Work request: Determine how many lines of the material hold the string "Artic" and reply with only that number.

(Exercise material)

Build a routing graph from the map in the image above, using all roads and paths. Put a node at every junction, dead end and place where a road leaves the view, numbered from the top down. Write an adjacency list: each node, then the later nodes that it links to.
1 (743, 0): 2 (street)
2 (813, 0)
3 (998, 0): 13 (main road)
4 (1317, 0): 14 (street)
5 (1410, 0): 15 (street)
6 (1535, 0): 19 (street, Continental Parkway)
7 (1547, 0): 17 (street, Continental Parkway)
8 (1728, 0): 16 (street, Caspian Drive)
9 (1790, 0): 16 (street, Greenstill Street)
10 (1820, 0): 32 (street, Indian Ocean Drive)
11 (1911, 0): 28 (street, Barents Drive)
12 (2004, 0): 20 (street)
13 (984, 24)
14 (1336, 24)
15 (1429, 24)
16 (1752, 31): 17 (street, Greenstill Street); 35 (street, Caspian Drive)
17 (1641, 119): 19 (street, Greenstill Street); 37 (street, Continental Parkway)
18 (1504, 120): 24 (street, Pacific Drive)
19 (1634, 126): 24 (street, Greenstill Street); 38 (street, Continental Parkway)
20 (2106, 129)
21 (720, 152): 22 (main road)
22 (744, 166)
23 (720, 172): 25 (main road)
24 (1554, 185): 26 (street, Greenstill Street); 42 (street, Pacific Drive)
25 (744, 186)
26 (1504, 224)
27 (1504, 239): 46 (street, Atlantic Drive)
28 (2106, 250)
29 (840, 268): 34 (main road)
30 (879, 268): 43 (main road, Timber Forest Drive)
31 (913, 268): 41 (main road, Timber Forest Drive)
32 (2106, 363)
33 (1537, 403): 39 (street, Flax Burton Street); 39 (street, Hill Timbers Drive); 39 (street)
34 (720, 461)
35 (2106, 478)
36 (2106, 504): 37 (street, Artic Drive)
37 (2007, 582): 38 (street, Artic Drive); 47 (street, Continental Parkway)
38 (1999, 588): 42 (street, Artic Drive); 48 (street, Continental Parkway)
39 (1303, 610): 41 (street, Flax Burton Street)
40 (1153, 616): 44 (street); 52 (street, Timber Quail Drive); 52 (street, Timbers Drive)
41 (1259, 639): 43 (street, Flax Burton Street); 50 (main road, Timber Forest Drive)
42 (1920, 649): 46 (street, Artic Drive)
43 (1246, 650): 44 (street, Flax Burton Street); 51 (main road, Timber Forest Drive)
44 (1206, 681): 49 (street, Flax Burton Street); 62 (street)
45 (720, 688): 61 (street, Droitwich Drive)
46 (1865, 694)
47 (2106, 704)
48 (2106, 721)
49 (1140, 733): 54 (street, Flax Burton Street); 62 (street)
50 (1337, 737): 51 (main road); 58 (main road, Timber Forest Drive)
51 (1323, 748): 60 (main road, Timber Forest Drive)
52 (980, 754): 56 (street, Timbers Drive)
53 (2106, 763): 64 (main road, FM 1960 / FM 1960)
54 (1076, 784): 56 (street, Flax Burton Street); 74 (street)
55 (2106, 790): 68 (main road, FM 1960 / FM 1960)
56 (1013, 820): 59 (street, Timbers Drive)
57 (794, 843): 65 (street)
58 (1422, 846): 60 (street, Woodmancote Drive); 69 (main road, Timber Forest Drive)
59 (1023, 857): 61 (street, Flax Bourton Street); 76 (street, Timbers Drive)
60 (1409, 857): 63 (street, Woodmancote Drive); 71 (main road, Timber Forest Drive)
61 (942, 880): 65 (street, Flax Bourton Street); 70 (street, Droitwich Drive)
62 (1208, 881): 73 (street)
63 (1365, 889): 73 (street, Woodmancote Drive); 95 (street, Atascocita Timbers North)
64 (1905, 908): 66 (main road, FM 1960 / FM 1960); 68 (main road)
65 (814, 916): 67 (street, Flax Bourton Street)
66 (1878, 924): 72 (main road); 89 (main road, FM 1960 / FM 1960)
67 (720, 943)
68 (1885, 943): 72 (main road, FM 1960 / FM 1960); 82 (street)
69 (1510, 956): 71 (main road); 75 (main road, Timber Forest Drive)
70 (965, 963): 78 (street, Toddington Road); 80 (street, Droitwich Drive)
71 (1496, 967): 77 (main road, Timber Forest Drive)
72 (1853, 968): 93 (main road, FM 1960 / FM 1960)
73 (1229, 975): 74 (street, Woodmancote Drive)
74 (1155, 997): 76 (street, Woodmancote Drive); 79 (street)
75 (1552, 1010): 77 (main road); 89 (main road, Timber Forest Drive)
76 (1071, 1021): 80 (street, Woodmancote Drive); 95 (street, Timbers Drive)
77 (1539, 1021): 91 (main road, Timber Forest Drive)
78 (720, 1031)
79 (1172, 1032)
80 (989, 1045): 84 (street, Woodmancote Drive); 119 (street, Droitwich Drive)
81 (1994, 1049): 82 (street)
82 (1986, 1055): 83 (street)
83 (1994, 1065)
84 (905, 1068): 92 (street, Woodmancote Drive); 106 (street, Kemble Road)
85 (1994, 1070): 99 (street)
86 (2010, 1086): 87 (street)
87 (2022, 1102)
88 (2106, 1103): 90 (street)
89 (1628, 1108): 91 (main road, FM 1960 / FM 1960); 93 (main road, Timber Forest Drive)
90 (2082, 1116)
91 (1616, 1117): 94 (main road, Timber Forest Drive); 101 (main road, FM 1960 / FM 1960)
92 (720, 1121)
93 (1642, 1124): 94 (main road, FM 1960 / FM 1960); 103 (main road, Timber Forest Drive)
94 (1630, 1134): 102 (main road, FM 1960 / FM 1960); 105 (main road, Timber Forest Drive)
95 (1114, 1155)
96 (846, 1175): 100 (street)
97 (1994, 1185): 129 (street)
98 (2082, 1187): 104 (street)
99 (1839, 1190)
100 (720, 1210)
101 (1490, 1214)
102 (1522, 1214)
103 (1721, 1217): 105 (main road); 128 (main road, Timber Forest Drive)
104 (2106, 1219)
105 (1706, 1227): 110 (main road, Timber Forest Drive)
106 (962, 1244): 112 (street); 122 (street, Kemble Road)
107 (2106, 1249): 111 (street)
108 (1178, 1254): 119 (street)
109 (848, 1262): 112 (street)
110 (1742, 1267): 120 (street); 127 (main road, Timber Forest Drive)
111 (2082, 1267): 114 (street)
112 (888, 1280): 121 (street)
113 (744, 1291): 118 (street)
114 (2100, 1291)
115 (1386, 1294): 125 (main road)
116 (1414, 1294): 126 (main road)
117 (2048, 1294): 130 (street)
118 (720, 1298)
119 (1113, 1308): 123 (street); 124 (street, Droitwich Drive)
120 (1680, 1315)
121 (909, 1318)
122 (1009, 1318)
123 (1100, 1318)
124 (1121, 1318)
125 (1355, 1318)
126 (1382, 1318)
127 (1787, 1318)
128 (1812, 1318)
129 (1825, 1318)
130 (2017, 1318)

(End Exercise material)

Answer to this problem: 4